TASK TO CARRY OUT
Every record must be transcribed in its entirety, apart from the images, which are to be omitted.

**** DATA ****

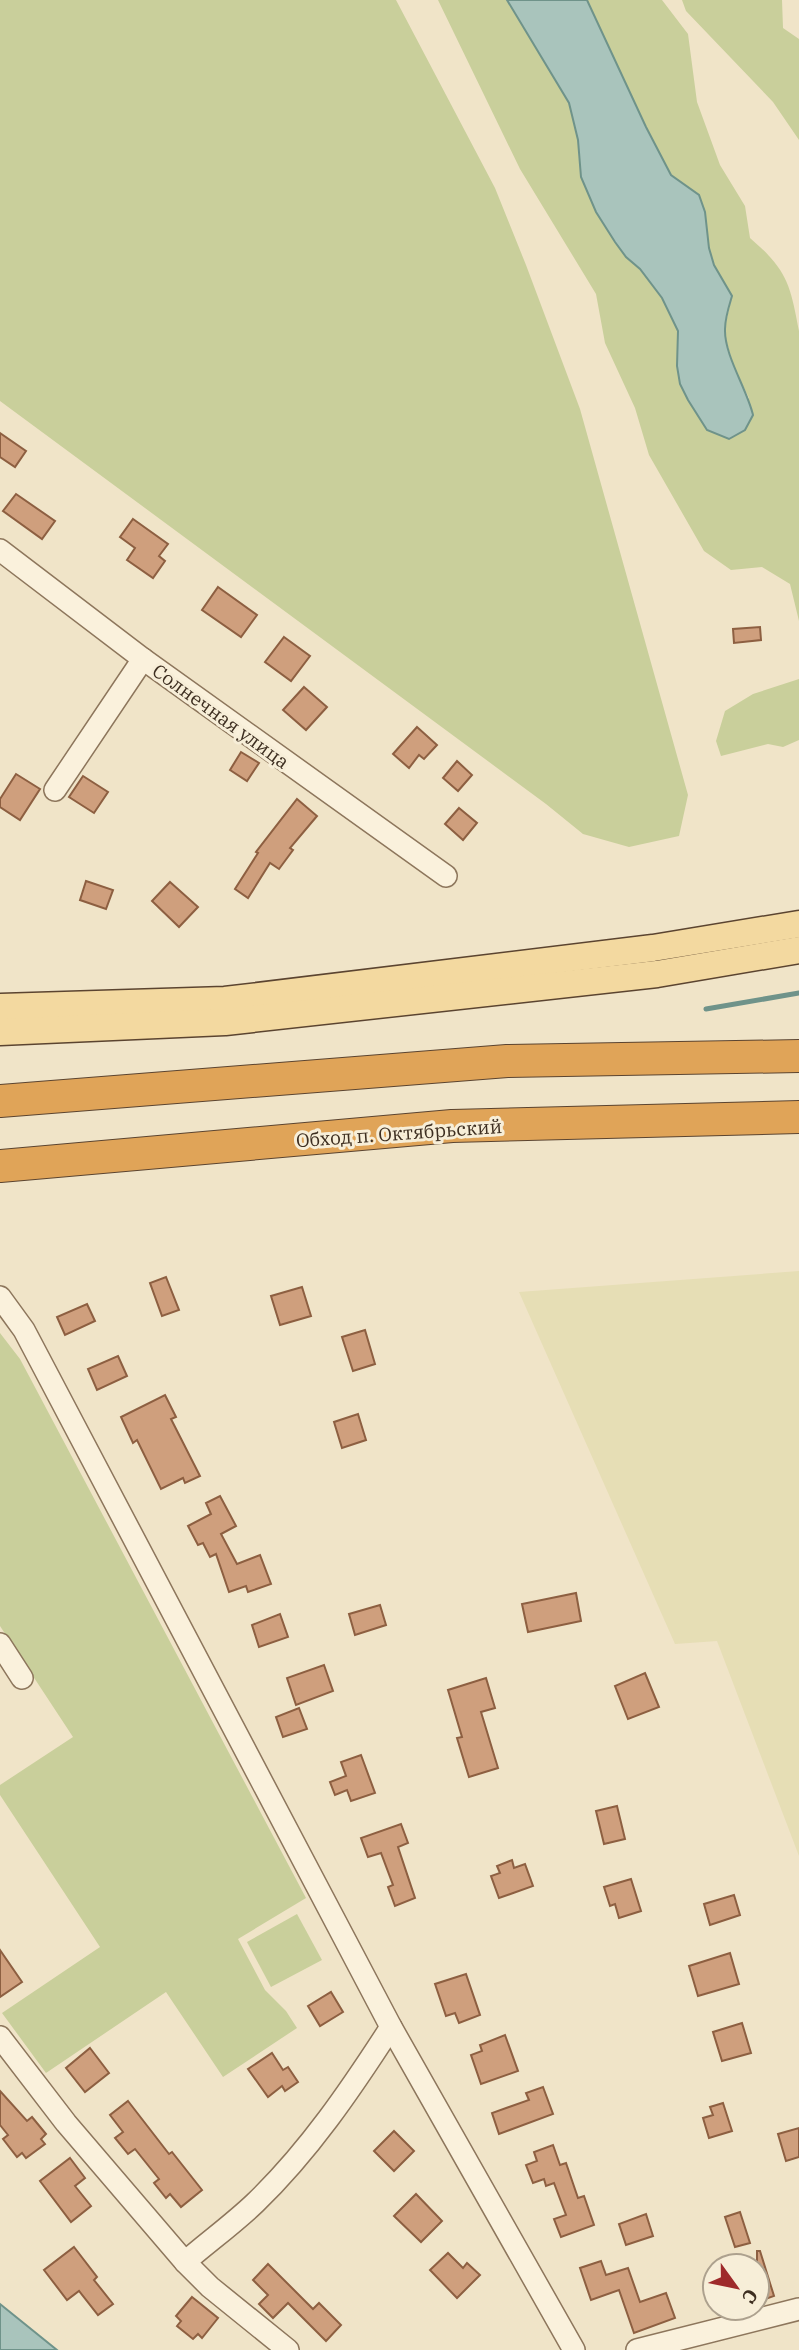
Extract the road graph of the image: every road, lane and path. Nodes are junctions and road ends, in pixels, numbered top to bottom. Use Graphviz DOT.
graph roads {
  1 [pos="0,550"];
  2 [pos="143,659"];
  3 [pos="55,790"];
  4 [pos="446,876"];
  5 [pos="799,924"];
  6 [pos="799,950"];
  7 [pos="0,1007"];
  8 [pos="0,1032"];
  9 [pos="799,1056"];
  10 [pos="0,1101"];
  11 [pos="799,1117"];
  12 [pos="0,1166"];
  13 [pos="0,1297"];
  14 [pos="0,1644"];
  15 [pos="22,1678"];
  16 [pos="391,2027"];
  17 [pos="0,2037"];
  18 [pos="185,2262"];
  19 [pos="799,2309"];
  20 [pos="288,2350"];
  21 [pos="574,2350"];
  22 [pos="637,2350"];
  1 -- 2 [label="street, Солнечная улица"];
  2 -- 3 [label="street"];
  2 -- 4 [label="street, Солнечная улица"];
  5 -- 7 [label="main road"];
  6 -- 8 [label="main road"];
  9 -- 10 [label="highway"];
  11 -- 12 [label="highway, Обход п. Октябрьский"];
  13 -- 16 [label="street"];
  14 -- 15 [label="street"];
  16 -- 18 [label="street"];
  16 -- 21 [label="street"];
  17 -- 18 [label="street"];
  18 -- 20 [label="street"];
  19 -- 22 [label="street"];
}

****

ANSWER SECTION
Extract the road graph of the image: every road, lane and path. Nodes are junctions and road ends, in pixels, numbered top to bottom. Use Graphviz DOT.
graph roads {
  1 [pos="0,550"];
  2 [pos="143,659"];
  3 [pos="55,790"];
  4 [pos="446,876"];
  5 [pos="799,924"];
  6 [pos="799,950"];
  7 [pos="0,1007"];
  8 [pos="0,1032"];
  9 [pos="799,1056"];
  10 [pos="0,1101"];
  11 [pos="799,1117"];
  12 [pos="0,1166"];
  13 [pos="0,1297"];
  14 [pos="0,1644"];
  15 [pos="22,1678"];
  16 [pos="391,2027"];
  17 [pos="0,2037"];
  18 [pos="185,2262"];
  19 [pos="799,2309"];
  20 [pos="288,2350"];
  21 [pos="574,2350"];
  22 [pos="637,2350"];
  1 -- 2 [label="street, Солнечная улица"];
  2 -- 3 [label="street"];
  2 -- 4 [label="street, Солнечная улица"];
  5 -- 7 [label="main road"];
  6 -- 8 [label="main road"];
  9 -- 10 [label="highway"];
  11 -- 12 [label="highway, Обход п. Октябрьский"];
  13 -- 16 [label="street"];
  14 -- 15 [label="street"];
  16 -- 18 [label="street"];
  16 -- 21 [label="street"];
  17 -- 18 [label="street"];
  18 -- 20 [label="street"];
  19 -- 22 [label="street"];
}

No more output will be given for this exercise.